Le ministre de la Justice est soupçonné de “prise illégale d’intérêt” dans deux affaires distinctes dans lesquelles il aurait profité de son statut de locataire de la place Vendôme pour régler ses comptes avec des magistrats côtoyés lorsqu’il était avocat.
Des audiences aux allures inédites
Depuis ce tribunal, qui est réservé aux ministres ou ex ministres jugés pour des faits commis dans le cadre de leur fonction, Éric Dupond-Moretti n’a eu de cesse de ferrailler.
Il faut dire qu’au-delà de la personnalité du prévenu, qui s’est qualifié lui-même de “bouillonnant”, le contexte est inédit. C’est la première fois de toute l’histoire de la 5ème République qu’un ministre est jugé par la Cjr en étant toujours en poste. Devant des magistrats, qui dépendent hiérarchiquement du garde des Sceaux, et de 12 parlementaires, le ministre a dénoncé “l’infamie de son procès” tout en se défendant “fermement”.
“On a piétiné ma présomption d’innocence”, a ainsi expliqué à plusieurs reprises le sexagénaire, qui a nié tout le long du procès les faits qui lui sont reprochés.
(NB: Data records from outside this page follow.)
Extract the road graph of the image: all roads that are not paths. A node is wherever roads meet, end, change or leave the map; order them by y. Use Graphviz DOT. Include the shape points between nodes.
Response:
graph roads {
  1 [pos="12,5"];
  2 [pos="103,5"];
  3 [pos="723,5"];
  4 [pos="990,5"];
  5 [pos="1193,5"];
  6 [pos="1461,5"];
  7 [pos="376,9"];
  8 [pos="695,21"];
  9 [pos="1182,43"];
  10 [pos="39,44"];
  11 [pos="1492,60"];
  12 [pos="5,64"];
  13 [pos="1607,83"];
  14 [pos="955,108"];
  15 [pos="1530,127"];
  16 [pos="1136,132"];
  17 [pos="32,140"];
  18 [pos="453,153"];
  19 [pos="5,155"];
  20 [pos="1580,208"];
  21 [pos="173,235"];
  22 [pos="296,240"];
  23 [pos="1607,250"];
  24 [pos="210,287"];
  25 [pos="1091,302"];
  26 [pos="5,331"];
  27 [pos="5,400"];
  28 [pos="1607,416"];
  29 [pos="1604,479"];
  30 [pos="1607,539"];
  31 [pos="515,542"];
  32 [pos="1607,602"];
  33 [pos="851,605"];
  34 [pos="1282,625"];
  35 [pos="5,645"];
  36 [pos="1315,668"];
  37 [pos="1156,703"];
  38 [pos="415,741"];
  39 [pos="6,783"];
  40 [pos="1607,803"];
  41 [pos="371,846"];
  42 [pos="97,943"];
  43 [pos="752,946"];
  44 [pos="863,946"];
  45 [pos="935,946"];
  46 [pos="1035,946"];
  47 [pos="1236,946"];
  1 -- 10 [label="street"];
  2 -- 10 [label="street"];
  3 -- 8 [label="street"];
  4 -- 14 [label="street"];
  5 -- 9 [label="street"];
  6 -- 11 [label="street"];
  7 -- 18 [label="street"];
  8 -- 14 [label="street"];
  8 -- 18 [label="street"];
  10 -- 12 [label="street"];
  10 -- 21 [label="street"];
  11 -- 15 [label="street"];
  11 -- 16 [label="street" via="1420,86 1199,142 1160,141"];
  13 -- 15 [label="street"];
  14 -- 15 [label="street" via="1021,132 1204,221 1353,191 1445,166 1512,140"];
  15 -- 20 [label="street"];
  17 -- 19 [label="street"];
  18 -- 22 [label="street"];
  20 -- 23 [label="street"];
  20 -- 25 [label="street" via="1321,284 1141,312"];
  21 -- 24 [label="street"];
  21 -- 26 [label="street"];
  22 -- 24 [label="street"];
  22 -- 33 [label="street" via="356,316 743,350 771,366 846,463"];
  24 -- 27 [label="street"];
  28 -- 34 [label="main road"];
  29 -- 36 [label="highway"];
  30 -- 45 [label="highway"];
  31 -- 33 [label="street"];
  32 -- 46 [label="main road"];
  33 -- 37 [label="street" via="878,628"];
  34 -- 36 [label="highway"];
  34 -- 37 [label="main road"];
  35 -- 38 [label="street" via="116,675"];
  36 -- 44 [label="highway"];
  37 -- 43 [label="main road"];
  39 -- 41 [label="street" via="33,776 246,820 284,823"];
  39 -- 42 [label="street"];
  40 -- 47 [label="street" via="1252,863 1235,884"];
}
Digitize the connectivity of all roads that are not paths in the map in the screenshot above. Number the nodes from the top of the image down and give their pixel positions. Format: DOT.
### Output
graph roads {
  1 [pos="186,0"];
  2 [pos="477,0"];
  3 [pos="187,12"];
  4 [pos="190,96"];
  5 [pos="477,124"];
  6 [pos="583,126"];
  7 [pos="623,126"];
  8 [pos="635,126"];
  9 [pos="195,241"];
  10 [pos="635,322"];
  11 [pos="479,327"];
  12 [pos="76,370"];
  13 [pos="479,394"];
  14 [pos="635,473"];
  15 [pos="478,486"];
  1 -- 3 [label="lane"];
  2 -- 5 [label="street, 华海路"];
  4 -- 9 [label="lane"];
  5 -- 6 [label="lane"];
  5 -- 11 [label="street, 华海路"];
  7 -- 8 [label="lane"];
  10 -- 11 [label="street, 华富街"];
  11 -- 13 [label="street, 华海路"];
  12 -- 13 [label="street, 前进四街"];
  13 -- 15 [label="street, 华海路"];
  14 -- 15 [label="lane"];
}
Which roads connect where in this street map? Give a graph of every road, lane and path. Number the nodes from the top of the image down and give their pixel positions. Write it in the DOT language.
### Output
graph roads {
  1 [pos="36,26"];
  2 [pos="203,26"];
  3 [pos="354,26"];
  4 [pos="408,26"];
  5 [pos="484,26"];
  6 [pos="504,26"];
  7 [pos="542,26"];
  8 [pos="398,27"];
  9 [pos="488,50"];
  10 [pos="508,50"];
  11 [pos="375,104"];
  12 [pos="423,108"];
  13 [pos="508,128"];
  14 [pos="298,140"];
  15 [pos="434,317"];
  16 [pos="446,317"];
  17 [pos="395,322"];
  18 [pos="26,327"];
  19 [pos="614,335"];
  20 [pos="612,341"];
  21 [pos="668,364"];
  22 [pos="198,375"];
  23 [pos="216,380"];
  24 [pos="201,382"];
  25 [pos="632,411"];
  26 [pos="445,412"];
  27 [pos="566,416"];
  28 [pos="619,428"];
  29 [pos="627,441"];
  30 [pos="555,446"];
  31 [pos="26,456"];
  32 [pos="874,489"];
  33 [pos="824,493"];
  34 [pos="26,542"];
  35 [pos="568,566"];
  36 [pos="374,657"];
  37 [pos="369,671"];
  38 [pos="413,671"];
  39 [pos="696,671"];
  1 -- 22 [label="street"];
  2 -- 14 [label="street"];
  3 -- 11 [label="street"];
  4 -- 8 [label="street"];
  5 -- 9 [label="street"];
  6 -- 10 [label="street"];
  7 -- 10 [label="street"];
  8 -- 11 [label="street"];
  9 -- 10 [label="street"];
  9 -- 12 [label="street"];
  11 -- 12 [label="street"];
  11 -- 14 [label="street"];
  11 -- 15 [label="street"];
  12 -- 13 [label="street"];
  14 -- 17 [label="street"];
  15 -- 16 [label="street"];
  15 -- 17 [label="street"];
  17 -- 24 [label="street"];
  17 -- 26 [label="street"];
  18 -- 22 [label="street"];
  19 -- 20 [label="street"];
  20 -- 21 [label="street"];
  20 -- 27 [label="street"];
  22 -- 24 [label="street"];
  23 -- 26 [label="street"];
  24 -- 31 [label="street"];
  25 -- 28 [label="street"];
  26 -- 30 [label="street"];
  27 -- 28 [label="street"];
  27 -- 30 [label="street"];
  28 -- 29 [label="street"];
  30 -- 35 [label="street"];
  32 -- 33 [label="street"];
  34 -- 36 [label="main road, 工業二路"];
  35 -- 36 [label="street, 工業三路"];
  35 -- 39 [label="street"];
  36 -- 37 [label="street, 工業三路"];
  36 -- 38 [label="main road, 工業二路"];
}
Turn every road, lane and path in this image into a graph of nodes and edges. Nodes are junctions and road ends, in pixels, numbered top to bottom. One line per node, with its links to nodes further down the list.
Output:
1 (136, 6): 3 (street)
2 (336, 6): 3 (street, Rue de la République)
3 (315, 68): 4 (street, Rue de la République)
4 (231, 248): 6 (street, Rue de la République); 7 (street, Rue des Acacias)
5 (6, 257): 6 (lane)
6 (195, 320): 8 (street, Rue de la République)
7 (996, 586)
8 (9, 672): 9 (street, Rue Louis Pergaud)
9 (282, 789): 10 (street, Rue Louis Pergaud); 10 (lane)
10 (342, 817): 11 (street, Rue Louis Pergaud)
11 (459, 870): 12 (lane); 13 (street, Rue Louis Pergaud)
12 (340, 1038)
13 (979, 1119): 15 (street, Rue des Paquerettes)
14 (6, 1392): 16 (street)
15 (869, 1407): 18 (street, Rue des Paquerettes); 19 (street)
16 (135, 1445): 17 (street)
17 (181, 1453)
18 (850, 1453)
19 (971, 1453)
“Un excellent garde des Sceaux” pour Castex
Premier dossier dans lequel Éric Dupond-Moretti a été contraint de s’expliquer: une enquête administrative ordonnée par le ministre en septembre 2020, soit deux mois après sa nomination au gouvernement, contre trois magistrats du Parquet national financier qui avaient fait éplucher ses factures téléphoniques détaillées (“fadettes”) quand il était encore une star du barreau.
Autre affaire qui lui est reprochée: avoir diligenté des poursuites administratives contre un ancien juge d’instruction détaché à Monaco, Édouard Levrault, qui avait mis en examen un de ses ex-clients.
Pendant l’audience, Éric Dupond-Moretti n’a ainsi eu de cesse de démontrer que l’ouverture de ces deux enquêtes était nécessaire. Sa version a notamment été appuyée par le témoignage de Jean Castex, Premier ministre à l’époque de sa nomination au gouvernement, qui l’a qualifié “d’excellent garde des Sceaux”.
Une démission en cas de condamnation
Ce jeudi, ce sera au tour de la défense de présenter sa plaidorie avant que les magistrats et les parlementaires chargés de juger l’ancienne star des prétoires ne tranchent prochainement. Si les réquisitions étaient suivies par les juges, Éric Dupond-Moretti serait contraint de démissionner. Si Élisabeth Borne avait évoqué “sa confiance” dans son travail, elle avait également rappelé que “la règle” était “claire” et qu’il devrait partir le cas échéant.